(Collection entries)
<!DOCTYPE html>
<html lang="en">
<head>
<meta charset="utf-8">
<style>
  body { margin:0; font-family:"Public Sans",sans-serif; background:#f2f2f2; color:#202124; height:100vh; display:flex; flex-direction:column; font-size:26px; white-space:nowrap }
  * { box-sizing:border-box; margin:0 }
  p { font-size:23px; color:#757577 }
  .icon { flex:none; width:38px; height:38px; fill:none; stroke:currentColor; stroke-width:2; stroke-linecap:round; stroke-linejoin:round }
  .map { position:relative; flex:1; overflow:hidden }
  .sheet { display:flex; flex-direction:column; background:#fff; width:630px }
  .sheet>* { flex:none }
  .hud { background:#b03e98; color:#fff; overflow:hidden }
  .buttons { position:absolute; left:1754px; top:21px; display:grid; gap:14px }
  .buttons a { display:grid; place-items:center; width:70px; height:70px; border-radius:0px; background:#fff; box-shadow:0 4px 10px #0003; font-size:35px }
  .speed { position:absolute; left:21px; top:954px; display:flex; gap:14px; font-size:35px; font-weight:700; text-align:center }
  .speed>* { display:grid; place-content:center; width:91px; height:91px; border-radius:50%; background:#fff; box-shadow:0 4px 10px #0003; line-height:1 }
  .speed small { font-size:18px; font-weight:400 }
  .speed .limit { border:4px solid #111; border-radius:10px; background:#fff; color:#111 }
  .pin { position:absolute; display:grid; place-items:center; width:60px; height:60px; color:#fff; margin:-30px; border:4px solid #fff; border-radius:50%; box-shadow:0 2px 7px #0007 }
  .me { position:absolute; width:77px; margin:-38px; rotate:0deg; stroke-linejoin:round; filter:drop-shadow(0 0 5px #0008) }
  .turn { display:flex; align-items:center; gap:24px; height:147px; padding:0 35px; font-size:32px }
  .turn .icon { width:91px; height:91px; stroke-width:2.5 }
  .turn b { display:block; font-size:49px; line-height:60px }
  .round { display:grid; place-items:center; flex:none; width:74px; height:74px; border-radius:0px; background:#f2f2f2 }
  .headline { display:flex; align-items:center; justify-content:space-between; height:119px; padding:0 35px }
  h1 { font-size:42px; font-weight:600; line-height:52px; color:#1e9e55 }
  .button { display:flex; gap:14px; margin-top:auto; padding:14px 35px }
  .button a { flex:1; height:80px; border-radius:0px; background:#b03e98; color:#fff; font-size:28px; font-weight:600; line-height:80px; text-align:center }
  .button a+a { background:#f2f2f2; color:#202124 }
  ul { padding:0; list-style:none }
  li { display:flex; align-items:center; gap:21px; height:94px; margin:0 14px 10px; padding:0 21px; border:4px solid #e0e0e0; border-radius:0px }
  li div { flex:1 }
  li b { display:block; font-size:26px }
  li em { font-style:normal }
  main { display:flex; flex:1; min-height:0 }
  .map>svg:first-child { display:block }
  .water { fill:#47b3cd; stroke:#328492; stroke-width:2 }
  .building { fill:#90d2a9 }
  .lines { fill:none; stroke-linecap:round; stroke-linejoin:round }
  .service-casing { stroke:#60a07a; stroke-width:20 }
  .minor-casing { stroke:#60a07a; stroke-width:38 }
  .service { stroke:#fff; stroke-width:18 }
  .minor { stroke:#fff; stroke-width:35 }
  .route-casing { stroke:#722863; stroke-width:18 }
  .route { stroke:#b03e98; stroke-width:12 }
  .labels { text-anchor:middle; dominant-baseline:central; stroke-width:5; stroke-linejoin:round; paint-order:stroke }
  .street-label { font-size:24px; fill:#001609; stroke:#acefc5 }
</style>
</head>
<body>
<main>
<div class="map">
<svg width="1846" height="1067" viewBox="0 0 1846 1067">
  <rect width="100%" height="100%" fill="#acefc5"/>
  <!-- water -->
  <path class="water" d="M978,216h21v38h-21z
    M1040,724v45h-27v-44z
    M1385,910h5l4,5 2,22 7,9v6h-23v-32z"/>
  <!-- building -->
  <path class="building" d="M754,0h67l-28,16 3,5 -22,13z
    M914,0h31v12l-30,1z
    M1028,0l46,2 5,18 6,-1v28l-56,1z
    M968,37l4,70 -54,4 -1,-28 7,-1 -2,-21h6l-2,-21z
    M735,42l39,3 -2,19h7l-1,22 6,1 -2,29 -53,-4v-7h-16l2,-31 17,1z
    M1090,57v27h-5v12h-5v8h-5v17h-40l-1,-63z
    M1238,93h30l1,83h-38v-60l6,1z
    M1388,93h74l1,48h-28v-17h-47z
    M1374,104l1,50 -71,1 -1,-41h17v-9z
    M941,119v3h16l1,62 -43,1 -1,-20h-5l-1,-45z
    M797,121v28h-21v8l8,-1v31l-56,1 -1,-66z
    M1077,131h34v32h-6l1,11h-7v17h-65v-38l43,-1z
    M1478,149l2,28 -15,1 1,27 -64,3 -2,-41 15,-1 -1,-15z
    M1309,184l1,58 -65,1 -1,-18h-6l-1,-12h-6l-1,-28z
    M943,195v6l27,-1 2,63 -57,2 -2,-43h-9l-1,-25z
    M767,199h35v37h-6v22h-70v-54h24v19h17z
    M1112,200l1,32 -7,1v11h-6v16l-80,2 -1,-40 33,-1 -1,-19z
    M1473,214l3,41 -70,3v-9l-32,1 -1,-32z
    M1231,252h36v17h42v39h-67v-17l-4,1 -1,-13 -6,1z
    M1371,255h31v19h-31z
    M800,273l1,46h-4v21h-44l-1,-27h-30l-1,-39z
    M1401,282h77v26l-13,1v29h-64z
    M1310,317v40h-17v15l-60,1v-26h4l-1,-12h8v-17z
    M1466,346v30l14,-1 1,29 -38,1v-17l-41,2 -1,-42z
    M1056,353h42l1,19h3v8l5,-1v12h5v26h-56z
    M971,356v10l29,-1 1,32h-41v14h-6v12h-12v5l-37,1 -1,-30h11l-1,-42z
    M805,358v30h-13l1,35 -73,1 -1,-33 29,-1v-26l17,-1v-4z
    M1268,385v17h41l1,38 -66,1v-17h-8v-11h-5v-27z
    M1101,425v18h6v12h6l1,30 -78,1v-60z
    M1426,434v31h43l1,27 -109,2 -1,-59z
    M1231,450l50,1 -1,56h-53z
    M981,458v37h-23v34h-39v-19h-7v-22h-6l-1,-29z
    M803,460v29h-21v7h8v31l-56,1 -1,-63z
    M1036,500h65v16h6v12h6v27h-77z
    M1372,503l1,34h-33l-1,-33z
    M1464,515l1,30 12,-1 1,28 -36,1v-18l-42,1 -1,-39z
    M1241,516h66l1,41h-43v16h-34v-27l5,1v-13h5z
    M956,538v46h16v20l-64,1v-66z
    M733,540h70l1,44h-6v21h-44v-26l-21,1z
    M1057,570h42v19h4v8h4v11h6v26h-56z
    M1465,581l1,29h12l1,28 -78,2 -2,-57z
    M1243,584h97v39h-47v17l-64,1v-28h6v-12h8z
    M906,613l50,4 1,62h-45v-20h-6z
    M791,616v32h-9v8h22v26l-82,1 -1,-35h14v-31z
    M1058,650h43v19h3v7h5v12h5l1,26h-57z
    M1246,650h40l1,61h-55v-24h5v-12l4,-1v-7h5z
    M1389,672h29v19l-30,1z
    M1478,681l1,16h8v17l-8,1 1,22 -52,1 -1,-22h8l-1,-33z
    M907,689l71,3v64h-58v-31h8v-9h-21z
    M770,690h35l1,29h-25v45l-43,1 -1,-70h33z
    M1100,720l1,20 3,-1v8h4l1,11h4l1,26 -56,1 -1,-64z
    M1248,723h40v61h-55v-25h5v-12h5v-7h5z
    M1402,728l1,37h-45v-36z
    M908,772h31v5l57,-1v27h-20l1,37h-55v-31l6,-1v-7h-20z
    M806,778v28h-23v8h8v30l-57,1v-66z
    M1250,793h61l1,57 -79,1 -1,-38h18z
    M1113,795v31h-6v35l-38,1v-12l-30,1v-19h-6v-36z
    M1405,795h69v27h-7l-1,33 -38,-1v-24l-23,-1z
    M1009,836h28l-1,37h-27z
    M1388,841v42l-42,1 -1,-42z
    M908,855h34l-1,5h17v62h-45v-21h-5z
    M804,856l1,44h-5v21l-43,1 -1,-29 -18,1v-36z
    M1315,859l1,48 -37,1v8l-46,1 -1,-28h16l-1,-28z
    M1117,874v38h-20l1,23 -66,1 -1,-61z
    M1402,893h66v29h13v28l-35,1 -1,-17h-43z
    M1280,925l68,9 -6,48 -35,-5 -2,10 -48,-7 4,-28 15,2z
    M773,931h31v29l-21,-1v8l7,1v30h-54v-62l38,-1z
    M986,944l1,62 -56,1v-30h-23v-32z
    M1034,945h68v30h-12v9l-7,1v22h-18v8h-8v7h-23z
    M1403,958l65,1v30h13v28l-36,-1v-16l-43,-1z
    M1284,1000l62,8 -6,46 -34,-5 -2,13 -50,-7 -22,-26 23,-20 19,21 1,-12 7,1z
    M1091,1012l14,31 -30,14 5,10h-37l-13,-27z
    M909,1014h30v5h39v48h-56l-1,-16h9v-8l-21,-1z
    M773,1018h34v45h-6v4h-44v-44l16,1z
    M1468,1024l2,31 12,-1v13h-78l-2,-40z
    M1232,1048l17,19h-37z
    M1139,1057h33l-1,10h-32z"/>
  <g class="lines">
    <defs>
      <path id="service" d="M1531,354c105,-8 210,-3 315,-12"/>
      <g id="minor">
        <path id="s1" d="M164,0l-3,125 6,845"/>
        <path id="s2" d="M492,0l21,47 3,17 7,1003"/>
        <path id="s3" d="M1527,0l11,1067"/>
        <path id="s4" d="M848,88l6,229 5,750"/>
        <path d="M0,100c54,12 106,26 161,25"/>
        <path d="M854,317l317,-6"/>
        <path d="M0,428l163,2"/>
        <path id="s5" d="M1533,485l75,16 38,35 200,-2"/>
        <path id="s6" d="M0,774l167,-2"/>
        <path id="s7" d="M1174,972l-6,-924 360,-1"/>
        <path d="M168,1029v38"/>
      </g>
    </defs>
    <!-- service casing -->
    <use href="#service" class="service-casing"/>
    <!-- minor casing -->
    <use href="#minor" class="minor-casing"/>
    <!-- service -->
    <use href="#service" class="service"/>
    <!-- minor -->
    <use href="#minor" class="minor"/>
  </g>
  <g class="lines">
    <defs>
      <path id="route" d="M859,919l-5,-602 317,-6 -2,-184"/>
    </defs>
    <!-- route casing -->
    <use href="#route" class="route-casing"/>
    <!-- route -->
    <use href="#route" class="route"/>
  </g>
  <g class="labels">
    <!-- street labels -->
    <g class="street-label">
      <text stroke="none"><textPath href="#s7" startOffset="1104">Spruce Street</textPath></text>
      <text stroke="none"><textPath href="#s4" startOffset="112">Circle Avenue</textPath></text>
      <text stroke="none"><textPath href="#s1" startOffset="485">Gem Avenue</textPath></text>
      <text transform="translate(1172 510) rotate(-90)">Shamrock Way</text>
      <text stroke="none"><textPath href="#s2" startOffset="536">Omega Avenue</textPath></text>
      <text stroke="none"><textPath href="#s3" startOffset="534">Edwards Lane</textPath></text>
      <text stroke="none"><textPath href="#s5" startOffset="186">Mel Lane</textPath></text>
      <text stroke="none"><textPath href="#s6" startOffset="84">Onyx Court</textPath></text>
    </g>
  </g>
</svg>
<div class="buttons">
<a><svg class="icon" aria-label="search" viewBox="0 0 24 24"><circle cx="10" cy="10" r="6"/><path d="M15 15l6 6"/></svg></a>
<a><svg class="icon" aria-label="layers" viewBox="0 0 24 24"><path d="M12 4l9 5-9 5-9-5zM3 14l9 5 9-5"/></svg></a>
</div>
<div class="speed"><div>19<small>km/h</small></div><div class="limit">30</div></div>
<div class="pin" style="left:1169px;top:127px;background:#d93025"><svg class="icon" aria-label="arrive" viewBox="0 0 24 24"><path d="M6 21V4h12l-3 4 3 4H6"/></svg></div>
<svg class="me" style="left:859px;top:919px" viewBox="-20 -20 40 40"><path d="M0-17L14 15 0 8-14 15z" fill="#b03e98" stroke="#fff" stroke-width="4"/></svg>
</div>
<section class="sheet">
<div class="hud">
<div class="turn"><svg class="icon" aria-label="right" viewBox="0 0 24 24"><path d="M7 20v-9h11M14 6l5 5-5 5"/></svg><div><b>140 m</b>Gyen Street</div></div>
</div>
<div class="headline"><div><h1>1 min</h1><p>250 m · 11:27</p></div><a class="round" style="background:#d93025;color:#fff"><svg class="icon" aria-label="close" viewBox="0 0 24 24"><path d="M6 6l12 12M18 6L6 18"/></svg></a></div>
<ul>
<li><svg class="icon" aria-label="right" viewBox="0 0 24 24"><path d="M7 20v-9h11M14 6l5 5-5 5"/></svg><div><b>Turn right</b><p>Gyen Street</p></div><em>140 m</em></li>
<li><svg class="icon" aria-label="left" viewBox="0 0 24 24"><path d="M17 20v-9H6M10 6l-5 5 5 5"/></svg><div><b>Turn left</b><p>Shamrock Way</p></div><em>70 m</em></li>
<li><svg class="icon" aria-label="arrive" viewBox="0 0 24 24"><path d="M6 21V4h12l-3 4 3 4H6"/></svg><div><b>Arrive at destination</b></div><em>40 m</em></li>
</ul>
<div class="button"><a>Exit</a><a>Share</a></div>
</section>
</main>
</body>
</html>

• **Your objective**: Nothing but the lines from the start of the data through the line holding "background:#f2f2f2; color:#202124; height:100vh;" should be restated, and each one exactly.

• **Response to the task**:
<!DOCTYPE html>
<html lang="en">
<head>
<meta charset="utf-8">
<style>
  body { margin:0; font-family:"Public Sans",sans-serif; background:#f2f2f2; color:#202124; height:100vh; display:flex; flex-direction:column; font-size:26px; white-space:nowrap }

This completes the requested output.